Human ear is capable of hearing sound from 0 dBhL (faintest sound perceivable by a normal adult) to about 140 dBhL (the noise of a jet engine within 250 yards). Hearing impairment can be from mild (cannot hear below 40 dBhL) to moderate (cannot hear below 60 dBhL) to moderately severe (cannot hear below 75 dBhL) to severe (cannot hear below 76 – 95 dBhL) to profound (cannot hear 95+ dBhL).

Hearing disability can be congenital (from birth) or acquired (e.g., through a loud work environment). This disability can be managed either through mechanical hearing aids or through surgical interventions.
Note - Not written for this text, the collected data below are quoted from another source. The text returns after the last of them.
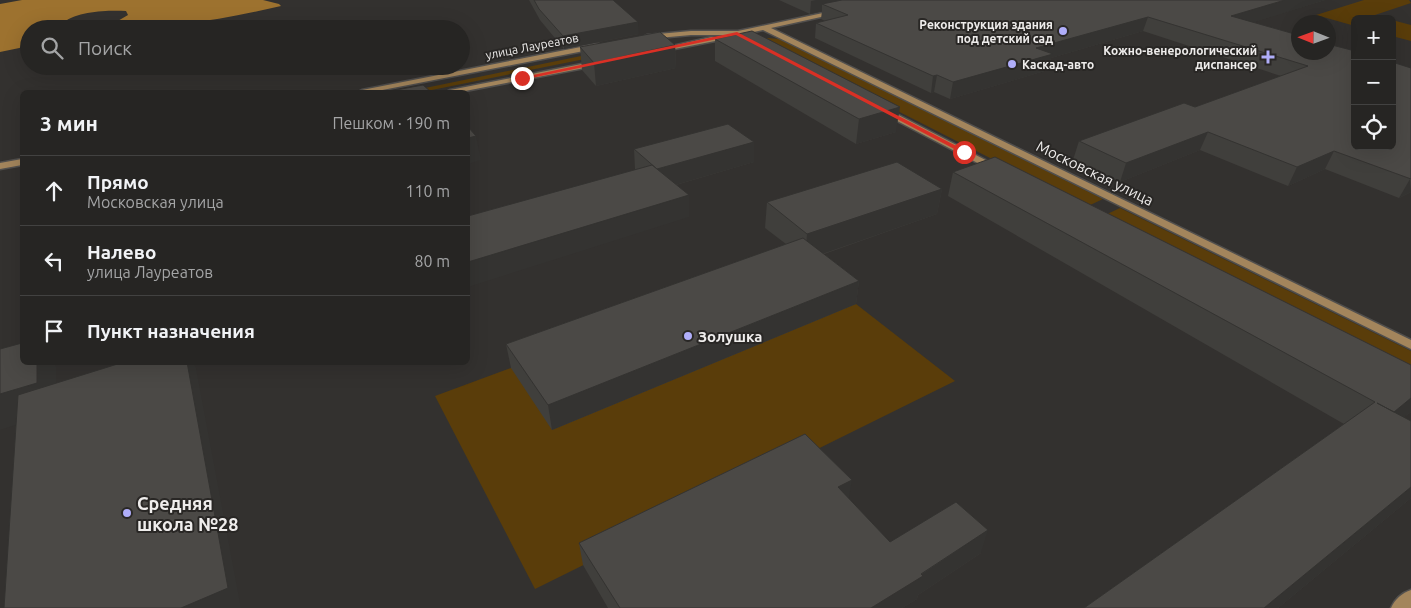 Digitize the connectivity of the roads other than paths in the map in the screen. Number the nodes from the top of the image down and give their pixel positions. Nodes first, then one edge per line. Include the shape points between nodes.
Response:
1 (848, 10) edge
2 (765, 28) junction
3 (737, 33) junction
4 (638, 39) edge
5 (609, 44) edge
6 (763, 47) edge
7 (649, 52) edge
8 (610, 60) edge
9 (470, 71) edge
10 (449, 75) edge
11 (372, 90) edge
12 (460, 90) edge
13 (876, 106) edge
14 (20, 162) edge
15 (0, 166) edge
16 (1008, 175) edge
17 (1411, 345) edge
18 (1411, 598) edge
19 (1400, 608) edge

1 - 2 street
2 - 3 street
2 - 17 street, Московская улица
3 - 4 street via 691,33
3 - 6 street
3 - 7 street
5 - 9 street, улица Лауреатов
8 - 12 street, улица Лауреатов
10 - 11 street, улица Лауреатов
13 - 16 street
14 - 15 street
18 - 19 street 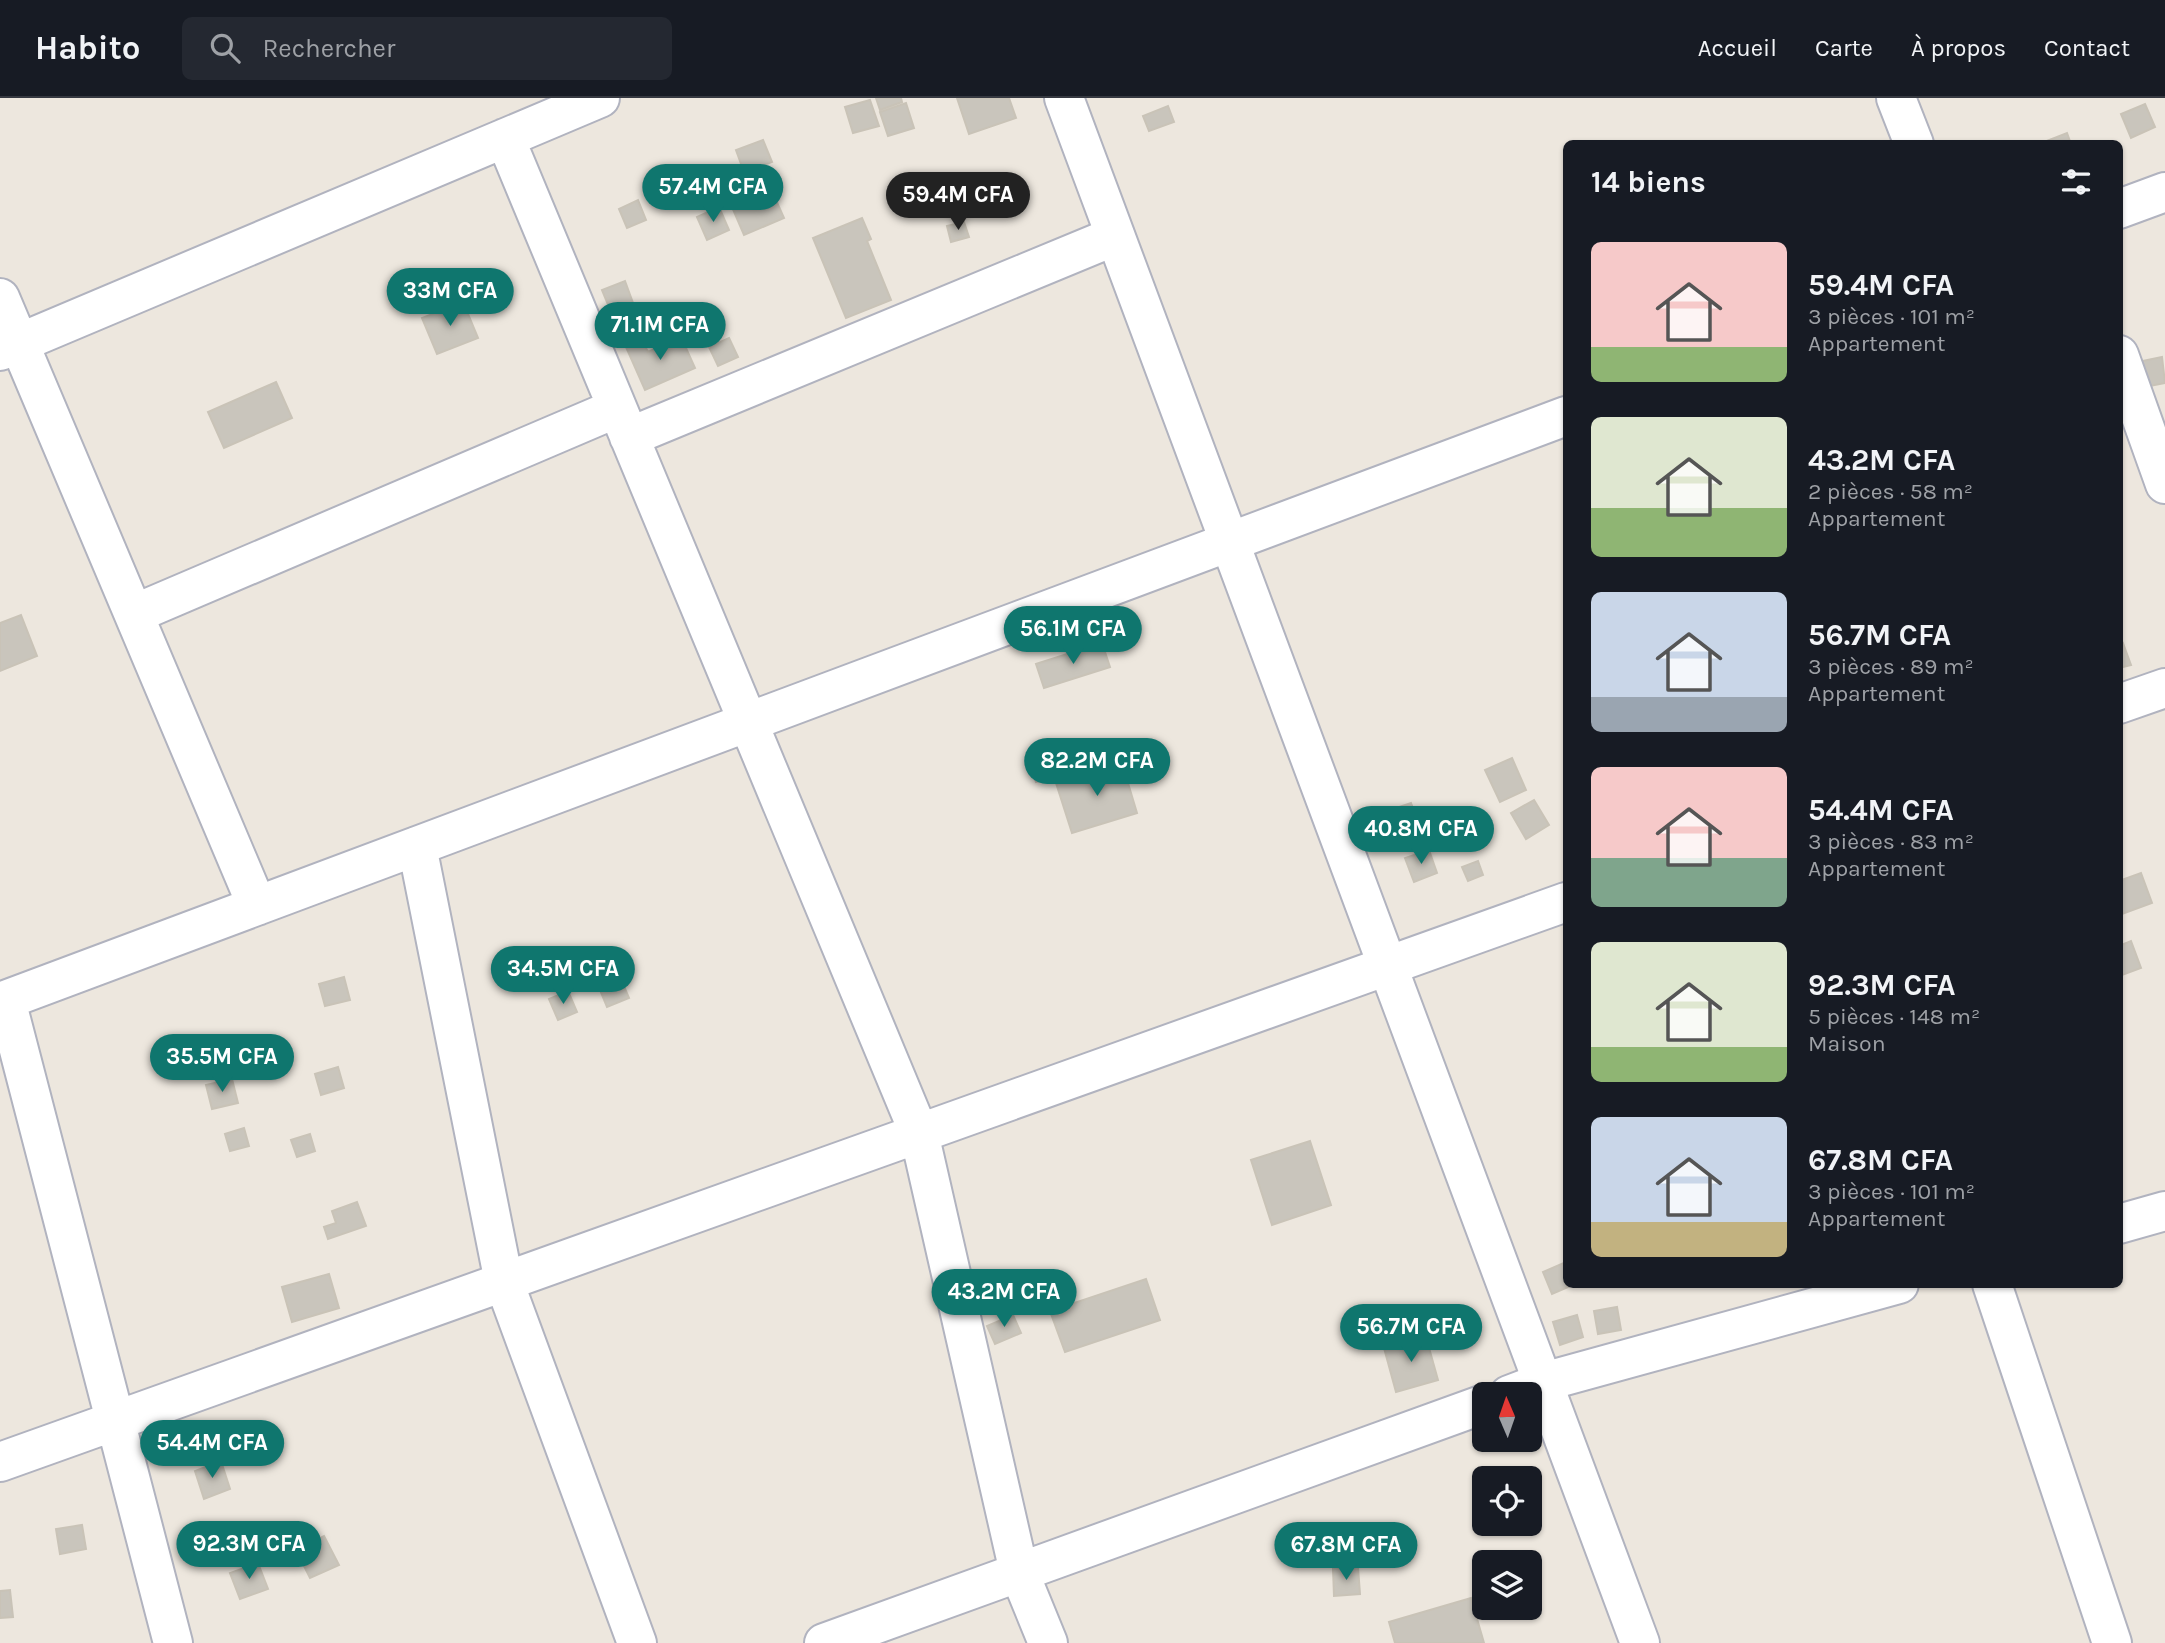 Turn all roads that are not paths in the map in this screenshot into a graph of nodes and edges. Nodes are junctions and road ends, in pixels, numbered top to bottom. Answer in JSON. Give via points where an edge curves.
{"nodes":[{"id":1,"x":600,"y":98,"type":"edge"},
{"id":2,"x":1064,"y":98,"type":"edge"},
{"id":3,"x":1896,"y":98,"type":"edge"},
{"id":4,"x":505,"y":138,"type":"junction"},
{"id":5,"x":1912,"y":140,"type":"edge"},
{"id":6,"x":2165,"y":192,"type":"edge"},
{"id":7,"x":2123,"y":208,"type":"edge"},
{"id":8,"x":1115,"y":236,"type":"junction"},
{"id":9,"x":0,"y":298,"type":"edge"},
{"id":10,"x":10,"y":347,"type":"edge"},
{"id":11,"x":2123,"y":366,"type":"edge"},
{"id":12,"x":1563,"y":417,"type":"edge"},
{"id":13,"x":623,"y":423,"type":"junction"},
{"id":14,"x":2165,"y":484,"type":"edge"},
{"id":15,"x":1229,"y":542,"type":"junction"},
{"id":16,"x":134,"y":614,"type":"junction"},
{"id":17,"x":2165,"y":688,"type":"edge"},
{"id":18,"x":2123,"y":703,"type":"edge"},
{"id":19,"x":748,"y":722,"type":"junction"},
{"id":20,"x":417,"y":846,"type":"junction"},
{"id":21,"x":1563,"y":903,"type":"edge"},
{"id":22,"x":257,"y":906,"type":"junction"},
{"id":23,"x":1388,"y":966,"type":"junction"},
{"id":24,"x":3,"y":1001,"type":"edge"},
{"id":25,"x":919,"y":1133,"type":"junction"},
{"id":26,"x":2165,"y":1211,"type":"edge"},
{"id":27,"x":2123,"y":1223,"type":"edge"},
{"id":28,"x":504,"y":1282,"type":"junction"},
{"id":29,"x":1885,"y":1288,"type":"edge"},
{"id":30,"x":1993,"y":1288,"type":"edge"},
{"id":31,"x":1524,"y":1382,"type":"edge"},
{"id":32,"x":1542,"y":1384,"type":"edge"},
{"id":33,"x":1472,"y":1408,"type":"edge"},
{"id":34,"x":116,"y":1421,"type":"junction"},
{"id":35,"x":1542,"y":1424,"type":"edge"},
{"id":36,"x":0,"y":1462,"type":"edge"},
{"id":37,"x":1019,"y":1572,"type":"junction"},
{"id":38,"x":173,"y":1643,"type":"edge"},
{"id":39,"x":637,"y":1643,"type":"edge"},
{"id":40,"x":824,"y":1643,"type":"edge"},
{"id":41,"x":1048,"y":1643,"type":"edge"},
{"id":42,"x":1640,"y":1643,"type":"edge"},
{"id":43,"x":2112,"y":1643,"type":"edge"}],
"edges":[{"from":1,"to":4,"type":"street"},
{"from":2,"to":8,"type":"street"},
{"from":3,"to":5,"type":"street"},
{"from":4,"to":10,"type":"street"},
{"from":4,"to":13,"type":"street"},
{"from":6,"to":7,"type":"street"},
{"from":8,"to":13,"type":"street"},
{"from":8,"to":15,"type":"street"},
{"from":9,"to":10,"type":"street"},
{"from":10,"to":16,"type":"street"},
{"from":11,"to":14,"type":"street"},
{"from":12,"to":15,"type":"street"},
{"from":13,"to":16,"type":"street"},
{"from":13,"to":19,"type":"street"},
{"from":15,"to":19,"type":"street"},
{"from":15,"to":23,"type":"street"},
{"from":16,"to":22,"type":"street"},
{"from":17,"to":18,"type":"street"},
{"from":19,"to":20,"type":"street"},
{"from":19,"to":25,"type":"street"},
{"from":20,"to":22,"type":"street"},
{"from":20,"to":28,"type":"street"},
{"from":21,"to":23,"type":"street"},
{"from":22,"to":24,"type":"street"},
{"from":23,"to":25,"type":"street"},
{"from":23,"to":31,"type":"street"},
{"from":24,"to":34,"type":"street"},
{"from":25,"to":28,"type":"street"},
{"from":25,"to":37,"type":"street"},
{"from":26,"to":27,"type":"street"},
{"from":28,"to":34,"type":"street"},
{"from":28,"to":39,"type":"street"},
{"from":29,"to":32,"type":"street"},
{"from":30,"to":43,"type":"street"},
{"from":33,"to":37,"type":"street"},
{"from":34,"to":36,"type":"street"},
{"from":34,"to":38,"type":"street"},
{"from":35,"to":42,"type":"street"},
{"from":37,"to":40,"type":"street"},
{"from":37,"to":41,"type":"street"}]}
A hearing disability is often looked upon as a social stigma and many people with mild to moderate hearing impairment fail to accept that they have a hearing problem. But many a times, acquired hearing disabilities, mostly those seen when a person is working in a highly noisy environment, can only get worse with time.

When hearing abilities of a person gets worse by the day, she starts experiencing problems with everyday life. Driving in the traffic can become dangerous as the person fails to hear sounds that may help in safe driving. Daily communications become difficult and the person starts experiencing frustration and other emotional problems. All these problems can be avoided if only timely intervention is made.